#### What you should do:
Nothing in the listing below should be skipped, so transcribe it all exactly.

#### Records provided:
──────

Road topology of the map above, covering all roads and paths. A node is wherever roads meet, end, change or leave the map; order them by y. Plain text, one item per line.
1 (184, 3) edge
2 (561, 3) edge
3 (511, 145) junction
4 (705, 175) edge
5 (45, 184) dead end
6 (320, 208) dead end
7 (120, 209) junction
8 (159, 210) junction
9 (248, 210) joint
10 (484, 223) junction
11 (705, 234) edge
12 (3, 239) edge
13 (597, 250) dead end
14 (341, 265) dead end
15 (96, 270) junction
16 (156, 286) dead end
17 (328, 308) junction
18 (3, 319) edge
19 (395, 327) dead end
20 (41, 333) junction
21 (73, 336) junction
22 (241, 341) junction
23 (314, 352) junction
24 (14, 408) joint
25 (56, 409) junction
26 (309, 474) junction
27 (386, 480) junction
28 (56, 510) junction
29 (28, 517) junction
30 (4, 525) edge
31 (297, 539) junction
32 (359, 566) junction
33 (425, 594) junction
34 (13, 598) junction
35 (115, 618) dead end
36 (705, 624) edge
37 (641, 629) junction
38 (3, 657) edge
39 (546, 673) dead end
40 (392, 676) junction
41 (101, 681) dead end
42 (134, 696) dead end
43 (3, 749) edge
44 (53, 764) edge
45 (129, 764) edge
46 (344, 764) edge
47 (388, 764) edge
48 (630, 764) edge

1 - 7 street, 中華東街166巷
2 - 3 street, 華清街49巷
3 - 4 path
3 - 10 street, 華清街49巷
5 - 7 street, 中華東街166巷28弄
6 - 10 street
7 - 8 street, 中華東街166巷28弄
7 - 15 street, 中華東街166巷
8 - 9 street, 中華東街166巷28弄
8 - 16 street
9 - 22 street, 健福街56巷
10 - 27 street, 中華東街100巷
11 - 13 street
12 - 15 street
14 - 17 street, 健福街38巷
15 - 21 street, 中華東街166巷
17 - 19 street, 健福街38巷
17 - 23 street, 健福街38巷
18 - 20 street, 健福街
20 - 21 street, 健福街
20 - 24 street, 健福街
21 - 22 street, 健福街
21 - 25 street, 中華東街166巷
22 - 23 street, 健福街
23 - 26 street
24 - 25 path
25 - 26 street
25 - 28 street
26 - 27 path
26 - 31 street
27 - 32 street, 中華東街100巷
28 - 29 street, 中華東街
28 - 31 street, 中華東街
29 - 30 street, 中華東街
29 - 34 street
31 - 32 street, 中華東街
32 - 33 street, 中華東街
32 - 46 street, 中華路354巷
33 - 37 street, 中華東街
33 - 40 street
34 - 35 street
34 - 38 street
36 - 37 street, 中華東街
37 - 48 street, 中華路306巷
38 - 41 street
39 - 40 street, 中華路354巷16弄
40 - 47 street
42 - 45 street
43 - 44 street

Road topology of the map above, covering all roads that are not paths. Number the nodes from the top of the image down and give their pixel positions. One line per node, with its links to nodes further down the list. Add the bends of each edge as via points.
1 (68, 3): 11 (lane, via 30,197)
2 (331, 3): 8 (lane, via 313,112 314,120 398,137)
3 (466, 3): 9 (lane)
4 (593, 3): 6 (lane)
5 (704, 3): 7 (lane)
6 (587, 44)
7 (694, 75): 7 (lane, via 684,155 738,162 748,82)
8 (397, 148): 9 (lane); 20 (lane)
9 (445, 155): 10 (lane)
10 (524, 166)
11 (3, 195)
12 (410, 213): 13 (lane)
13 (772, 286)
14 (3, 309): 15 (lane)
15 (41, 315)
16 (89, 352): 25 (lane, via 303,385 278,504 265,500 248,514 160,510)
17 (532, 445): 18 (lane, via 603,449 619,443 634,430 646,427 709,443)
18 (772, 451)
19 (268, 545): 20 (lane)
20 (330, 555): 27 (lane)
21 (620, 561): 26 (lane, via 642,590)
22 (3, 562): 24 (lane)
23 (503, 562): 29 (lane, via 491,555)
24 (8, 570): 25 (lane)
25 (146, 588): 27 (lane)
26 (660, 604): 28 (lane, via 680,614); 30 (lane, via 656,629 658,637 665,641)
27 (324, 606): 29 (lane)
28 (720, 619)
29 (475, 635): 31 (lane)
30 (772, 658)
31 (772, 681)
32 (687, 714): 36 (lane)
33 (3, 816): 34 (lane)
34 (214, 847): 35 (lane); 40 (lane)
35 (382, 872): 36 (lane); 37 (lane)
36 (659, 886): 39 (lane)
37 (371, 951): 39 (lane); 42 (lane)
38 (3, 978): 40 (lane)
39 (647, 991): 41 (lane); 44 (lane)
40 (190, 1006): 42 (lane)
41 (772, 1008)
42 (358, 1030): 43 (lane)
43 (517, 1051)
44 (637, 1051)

──────

#### Solution for this exercise:
Road topology of the map above, covering all roads and paths. A node is wherever roads meet, end, change or leave the map; order them by y. Plain text, one item per line.
1 (184, 3) edge
2 (561, 3) edge
3 (511, 145) junction
4 (705, 175) edge
5 (45, 184) dead end
6 (320, 208) dead end
7 (120, 209) junction
8 (159, 210) junction
9 (248, 210) joint
10 (484, 223) junction
11 (705, 234) edge
12 (3, 239) edge
13 (597, 250) dead end
14 (341, 265) dead end
15 (96, 270) junction
16 (156, 286) dead end
17 (328, 308) junction
18 (3, 319) edge
19 (395, 327) dead end
20 (41, 333) junction
21 (73, 336) junction
22 (241, 341) junction
23 (314, 352) junction
24 (14, 408) joint
25 (56, 409) junction
26 (309, 474) junction
27 (386, 480) junction
28 (56, 510) junction
29 (28, 517) junction
30 (4, 525) edge
31 (297, 539) junction
32 (359, 566) junction
33 (425, 594) junction
34 (13, 598) junction
35 (115, 618) dead end
36 (705, 624) edge
37 (641, 629) junction
38 (3, 657) edge
39 (546, 673) dead end
40 (392, 676) junction
41 (101, 681) dead end
42 (134, 696) dead end
43 (3, 749) edge
44 (53, 764) edge
45 (129, 764) edge
46 (344, 764) edge
47 (388, 764) edge
48 (630, 764) edge

1 - 7 street, 中華東街166巷
2 - 3 street, 華清街49巷
3 - 4 path
3 - 10 street, 華清街49巷
5 - 7 street, 中華東街166巷28弄
6 - 10 street
7 - 8 street, 中華東街166巷28弄
7 - 15 street, 中華東街166巷
8 - 9 street, 中華東街166巷28弄
8 - 16 street
9 - 22 street, 健福街56巷
10 - 27 street, 中華東街100巷
11 - 13 street
12 - 15 street
14 - 17 street, 健福街38巷
15 - 21 street, 中華東街166巷
17 - 19 street, 健福街38巷
17 - 23 street, 健福街38巷
18 - 20 street, 健福街
20 - 21 street, 健福街
20 - 24 street, 健福街
21 - 22 street, 健福街
21 - 25 street, 中華東街166巷
22 - 23 street, 健福街
23 - 26 street
24 - 25 path
25 - 26 street
25 - 28 street
26 - 27 path
26 - 31 street
27 - 32 street, 中華東街100巷
28 - 29 street, 中華東街
28 - 31 street, 中華東街
29 - 30 street, 中華東街
29 - 34 street
31 - 32 street, 中華東街
32 - 33 street, 中華東街
32 - 46 street, 中華路354巷
33 - 37 street, 中華東街
33 - 40 street
34 - 35 street
34 - 38 street
36 - 37 street, 中華東街
37 - 48 street, 中華路306巷
38 - 41 street
39 - 40 street, 中華路354巷16弄
40 - 47 street
42 - 45 street
43 - 44 street

Road topology of the map above, covering all roads that are not paths. Number the nodes from the top of the image down and give their pixel positions. One line per node, with its links to nodes further down the list. Add the bends of each edge as via points.
1 (68, 3): 11 (lane, via 30,197)
2 (331, 3): 8 (lane, via 313,112 314,120 398,137)
3 (466, 3): 9 (lane)
4 (593, 3): 6 (lane)
5 (704, 3): 7 (lane)
6 (587, 44)
7 (694, 75): 7 (lane, via 684,155 738,162 748,82)
8 (397, 148): 9 (lane); 20 (lane)
9 (445, 155): 10 (lane)
10 (524, 166)
11 (3, 195)
12 (410, 213): 13 (lane)
13 (772, 286)
14 (3, 309): 15 (lane)
15 (41, 315)
16 (89, 352): 25 (lane, via 303,385 278,504 265,500 248,514 160,510)
17 (532, 445): 18 (lane, via 603,449 619,443 634,430 646,427 709,443)
18 (772, 451)
19 (268, 545): 20 (lane)
20 (330, 555): 27 (lane)
21 (620, 561): 26 (lane, via 642,590)
22 (3, 562): 24 (lane)
23 (503, 562): 29 (lane, via 491,555)
24 (8, 570): 25 (lane)
25 (146, 588): 27 (lane)
26 (660, 604): 28 (lane, via 680,614); 30 (lane, via 656,629 658,637 665,641)
27 (324, 606): 29 (lane)
28 (720, 619)
29 (475, 635): 31 (lane)
30 (772, 658)
31 (772, 681)
32 (687, 714): 36 (lane)
33 (3, 816): 34 (lane)
34 (214, 847): 35 (lane); 40 (lane)
35 (382, 872): 36 (lane); 37 (lane)
36 (659, 886): 39 (lane)
37 (371, 951): 39 (lane); 42 (lane)
38 (3, 978): 40 (lane)
39 (647, 991): 41 (lane); 44 (lane)
40 (190, 1006): 42 (lane)
41 (772, 1008)
42 (358, 1030): 43 (lane)
43 (517, 1051)
44 (637, 1051)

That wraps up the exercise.